------ DATA FOR REVIEW ------

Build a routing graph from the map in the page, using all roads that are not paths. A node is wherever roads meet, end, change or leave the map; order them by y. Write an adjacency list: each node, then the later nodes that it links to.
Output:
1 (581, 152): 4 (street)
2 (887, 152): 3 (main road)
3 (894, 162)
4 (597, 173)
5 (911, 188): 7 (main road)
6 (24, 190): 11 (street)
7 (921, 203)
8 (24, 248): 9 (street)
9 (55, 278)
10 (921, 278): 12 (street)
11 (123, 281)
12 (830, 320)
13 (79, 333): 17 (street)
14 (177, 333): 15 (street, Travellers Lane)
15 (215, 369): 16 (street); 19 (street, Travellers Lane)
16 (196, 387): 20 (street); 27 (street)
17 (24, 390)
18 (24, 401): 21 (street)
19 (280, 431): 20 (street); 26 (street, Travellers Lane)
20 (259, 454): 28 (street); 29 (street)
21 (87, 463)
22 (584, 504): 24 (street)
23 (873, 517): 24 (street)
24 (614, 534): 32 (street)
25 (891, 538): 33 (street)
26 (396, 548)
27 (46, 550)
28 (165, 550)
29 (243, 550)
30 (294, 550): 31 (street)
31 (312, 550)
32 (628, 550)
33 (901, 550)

------

• _WORK INSTRUCTIONS_:
What you write must match the records above line for line.

• _COMPLETED EXERCISE_:
Build a routing graph from the map in the page, using all roads that are not paths. A node is wherever roads meet, end, change or leave the map; order them by y. Write an adjacency list: each node, then the later nodes that it links to.
Output:
1 (581, 152): 4 (street)
2 (887, 152): 3 (main road)
3 (894, 162)
4 (597, 173)
5 (911, 188): 7 (main road)
6 (24, 190): 11 (street)
7 (921, 203)
8 (24, 248): 9 (street)
9 (55, 278)
10 (921, 278): 12 (street)
11 (123, 281)
12 (830, 320)
13 (79, 333): 17 (street)
14 (177, 333): 15 (street, Travellers Lane)
15 (215, 369): 16 (street); 19 (street, Travellers Lane)
16 (196, 387): 20 (street); 27 (street)
17 (24, 390)
18 (24, 401): 21 (street)
19 (280, 431): 20 (street); 26 (street, Travellers Lane)
20 (259, 454): 28 (street); 29 (street)
21 (87, 463)
22 (584, 504): 24 (street)
23 (873, 517): 24 (street)
24 (614, 534): 32 (street)
25 (891, 538): 33 (street)
26 (396, 548)
27 (46, 550)
28 (165, 550)
29 (243, 550)
30 (294, 550): 31 (street)
31 (312, 550)
32 (628, 550)
33 (901, 550)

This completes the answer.